↓↓↓

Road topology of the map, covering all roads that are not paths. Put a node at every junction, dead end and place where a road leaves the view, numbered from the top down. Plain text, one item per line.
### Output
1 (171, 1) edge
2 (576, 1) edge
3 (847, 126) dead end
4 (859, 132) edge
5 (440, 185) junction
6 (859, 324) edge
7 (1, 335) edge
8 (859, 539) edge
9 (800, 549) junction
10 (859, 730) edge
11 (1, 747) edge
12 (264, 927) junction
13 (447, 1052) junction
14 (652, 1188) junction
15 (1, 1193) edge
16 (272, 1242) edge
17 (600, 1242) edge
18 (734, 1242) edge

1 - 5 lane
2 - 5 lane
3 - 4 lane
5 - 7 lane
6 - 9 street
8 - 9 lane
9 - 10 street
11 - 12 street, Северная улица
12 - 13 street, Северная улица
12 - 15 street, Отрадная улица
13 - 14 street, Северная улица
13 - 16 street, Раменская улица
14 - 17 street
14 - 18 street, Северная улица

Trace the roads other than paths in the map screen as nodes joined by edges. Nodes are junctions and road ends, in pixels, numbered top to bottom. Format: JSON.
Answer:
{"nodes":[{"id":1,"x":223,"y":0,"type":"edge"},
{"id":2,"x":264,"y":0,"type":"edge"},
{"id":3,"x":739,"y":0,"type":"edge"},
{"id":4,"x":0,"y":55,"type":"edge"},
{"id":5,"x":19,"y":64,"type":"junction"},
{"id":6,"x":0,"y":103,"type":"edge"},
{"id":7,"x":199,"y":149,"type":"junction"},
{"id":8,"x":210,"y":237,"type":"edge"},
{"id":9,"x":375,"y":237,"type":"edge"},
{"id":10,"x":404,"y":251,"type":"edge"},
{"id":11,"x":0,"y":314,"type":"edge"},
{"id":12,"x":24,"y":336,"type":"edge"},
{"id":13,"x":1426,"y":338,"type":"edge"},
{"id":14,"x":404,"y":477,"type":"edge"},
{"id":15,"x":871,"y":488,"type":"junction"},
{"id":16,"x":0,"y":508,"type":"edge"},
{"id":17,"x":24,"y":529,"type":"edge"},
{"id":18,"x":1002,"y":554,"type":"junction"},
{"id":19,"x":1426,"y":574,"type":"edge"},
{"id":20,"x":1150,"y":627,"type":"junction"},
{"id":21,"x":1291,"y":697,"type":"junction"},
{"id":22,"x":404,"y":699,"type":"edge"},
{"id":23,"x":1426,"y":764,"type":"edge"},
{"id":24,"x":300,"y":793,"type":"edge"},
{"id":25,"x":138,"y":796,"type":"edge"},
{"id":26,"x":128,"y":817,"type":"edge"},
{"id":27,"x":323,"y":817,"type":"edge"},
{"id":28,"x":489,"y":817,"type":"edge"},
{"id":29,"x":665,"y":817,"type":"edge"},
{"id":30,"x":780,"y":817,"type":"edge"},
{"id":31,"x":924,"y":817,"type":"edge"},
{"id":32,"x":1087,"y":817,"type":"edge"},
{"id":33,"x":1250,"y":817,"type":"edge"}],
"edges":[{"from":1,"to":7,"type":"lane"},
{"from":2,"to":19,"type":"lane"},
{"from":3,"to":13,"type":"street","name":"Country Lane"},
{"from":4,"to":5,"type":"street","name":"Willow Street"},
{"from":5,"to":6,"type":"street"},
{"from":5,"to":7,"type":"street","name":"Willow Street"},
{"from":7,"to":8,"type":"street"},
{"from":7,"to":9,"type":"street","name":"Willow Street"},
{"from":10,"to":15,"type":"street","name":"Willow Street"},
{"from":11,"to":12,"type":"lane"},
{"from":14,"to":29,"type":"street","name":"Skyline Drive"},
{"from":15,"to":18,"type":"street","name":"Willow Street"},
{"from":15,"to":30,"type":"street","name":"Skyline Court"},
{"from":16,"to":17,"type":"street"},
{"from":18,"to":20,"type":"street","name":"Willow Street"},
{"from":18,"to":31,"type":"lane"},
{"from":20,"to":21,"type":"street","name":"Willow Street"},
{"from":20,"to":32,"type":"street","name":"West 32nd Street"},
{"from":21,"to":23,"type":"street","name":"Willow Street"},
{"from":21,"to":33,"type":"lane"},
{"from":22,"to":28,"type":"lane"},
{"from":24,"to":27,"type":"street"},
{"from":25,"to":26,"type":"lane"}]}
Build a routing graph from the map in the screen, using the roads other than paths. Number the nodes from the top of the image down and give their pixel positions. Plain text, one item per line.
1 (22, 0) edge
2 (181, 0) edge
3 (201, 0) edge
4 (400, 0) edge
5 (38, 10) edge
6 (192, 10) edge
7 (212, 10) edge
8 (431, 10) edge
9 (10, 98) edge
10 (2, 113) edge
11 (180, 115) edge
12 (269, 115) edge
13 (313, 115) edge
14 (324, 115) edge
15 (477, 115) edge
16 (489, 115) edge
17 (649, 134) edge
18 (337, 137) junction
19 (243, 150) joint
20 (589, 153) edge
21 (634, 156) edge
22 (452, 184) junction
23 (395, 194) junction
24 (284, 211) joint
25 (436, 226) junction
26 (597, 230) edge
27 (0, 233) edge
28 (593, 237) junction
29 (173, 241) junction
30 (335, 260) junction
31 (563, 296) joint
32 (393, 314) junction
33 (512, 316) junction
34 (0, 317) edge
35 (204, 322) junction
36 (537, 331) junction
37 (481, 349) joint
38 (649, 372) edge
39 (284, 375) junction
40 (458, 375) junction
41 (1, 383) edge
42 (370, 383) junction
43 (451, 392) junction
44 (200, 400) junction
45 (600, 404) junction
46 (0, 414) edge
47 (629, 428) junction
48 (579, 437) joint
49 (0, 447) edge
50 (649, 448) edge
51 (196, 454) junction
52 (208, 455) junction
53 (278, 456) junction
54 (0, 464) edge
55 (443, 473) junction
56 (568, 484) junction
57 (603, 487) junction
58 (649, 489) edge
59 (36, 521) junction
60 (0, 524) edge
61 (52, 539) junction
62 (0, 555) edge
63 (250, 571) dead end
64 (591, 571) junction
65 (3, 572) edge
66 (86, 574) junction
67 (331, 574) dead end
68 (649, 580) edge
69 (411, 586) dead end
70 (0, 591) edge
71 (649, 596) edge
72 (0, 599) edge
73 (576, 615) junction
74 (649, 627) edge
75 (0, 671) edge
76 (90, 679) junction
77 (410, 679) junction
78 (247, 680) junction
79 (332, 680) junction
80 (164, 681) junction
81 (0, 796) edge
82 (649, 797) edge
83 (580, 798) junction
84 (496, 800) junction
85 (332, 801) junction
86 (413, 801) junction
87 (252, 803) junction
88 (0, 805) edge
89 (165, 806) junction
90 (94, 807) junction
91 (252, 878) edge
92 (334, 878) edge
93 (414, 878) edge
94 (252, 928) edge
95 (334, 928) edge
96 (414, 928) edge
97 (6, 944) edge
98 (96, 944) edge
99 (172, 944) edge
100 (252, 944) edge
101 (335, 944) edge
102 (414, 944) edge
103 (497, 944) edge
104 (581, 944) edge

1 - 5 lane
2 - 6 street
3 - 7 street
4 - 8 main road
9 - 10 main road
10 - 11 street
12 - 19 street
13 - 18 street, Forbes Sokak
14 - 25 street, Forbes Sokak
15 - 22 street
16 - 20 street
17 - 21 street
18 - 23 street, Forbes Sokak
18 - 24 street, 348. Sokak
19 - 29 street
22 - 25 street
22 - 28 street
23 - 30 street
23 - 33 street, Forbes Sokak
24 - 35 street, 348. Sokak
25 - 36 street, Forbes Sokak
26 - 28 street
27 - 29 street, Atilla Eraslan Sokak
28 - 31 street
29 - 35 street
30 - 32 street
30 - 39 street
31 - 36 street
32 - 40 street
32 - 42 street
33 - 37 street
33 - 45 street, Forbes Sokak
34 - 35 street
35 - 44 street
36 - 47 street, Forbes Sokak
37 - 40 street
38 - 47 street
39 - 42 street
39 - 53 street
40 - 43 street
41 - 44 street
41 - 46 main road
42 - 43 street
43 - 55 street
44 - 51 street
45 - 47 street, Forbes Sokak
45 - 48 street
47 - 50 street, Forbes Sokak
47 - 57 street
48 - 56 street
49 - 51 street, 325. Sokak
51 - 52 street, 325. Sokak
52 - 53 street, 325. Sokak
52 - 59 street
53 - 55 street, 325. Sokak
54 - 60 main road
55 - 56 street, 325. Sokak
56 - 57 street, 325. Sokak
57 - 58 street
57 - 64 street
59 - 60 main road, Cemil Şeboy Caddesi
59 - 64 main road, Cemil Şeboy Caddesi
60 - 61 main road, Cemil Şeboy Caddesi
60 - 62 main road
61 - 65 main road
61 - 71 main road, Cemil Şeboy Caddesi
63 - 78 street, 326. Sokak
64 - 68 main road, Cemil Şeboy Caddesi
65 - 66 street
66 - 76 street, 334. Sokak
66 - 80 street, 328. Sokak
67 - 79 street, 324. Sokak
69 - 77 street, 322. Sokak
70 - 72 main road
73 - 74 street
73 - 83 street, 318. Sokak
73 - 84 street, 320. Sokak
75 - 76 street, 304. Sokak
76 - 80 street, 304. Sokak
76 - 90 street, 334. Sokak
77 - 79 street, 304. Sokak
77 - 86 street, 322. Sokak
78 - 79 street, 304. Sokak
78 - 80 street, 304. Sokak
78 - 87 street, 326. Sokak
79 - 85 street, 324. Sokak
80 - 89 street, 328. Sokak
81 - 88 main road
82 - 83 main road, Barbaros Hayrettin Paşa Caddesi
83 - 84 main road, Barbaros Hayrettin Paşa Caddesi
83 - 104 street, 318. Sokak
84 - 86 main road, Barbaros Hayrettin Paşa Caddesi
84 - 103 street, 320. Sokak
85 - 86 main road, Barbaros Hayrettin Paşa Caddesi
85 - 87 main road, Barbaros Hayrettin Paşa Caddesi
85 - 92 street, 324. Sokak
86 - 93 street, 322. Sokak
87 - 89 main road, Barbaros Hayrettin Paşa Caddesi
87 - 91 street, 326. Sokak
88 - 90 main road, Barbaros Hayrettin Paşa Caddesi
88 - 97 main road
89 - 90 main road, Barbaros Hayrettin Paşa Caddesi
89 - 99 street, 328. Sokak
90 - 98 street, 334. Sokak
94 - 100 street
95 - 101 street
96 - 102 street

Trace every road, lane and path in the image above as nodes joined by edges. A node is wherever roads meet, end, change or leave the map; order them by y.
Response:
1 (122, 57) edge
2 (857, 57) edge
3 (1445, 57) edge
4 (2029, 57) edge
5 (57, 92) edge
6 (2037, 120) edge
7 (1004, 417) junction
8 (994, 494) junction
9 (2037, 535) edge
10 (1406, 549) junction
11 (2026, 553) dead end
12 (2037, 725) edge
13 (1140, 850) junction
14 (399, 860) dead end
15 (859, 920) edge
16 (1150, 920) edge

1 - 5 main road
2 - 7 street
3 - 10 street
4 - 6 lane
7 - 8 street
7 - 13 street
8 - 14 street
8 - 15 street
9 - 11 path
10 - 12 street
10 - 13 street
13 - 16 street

↑↑↑

Each line in the data that holds the string "joint" should be found and copied.

19 (243, 150) joint
24 (284, 211) joint
31 (563, 296) joint
37 (481, 349) joint
48 (579, 437) joint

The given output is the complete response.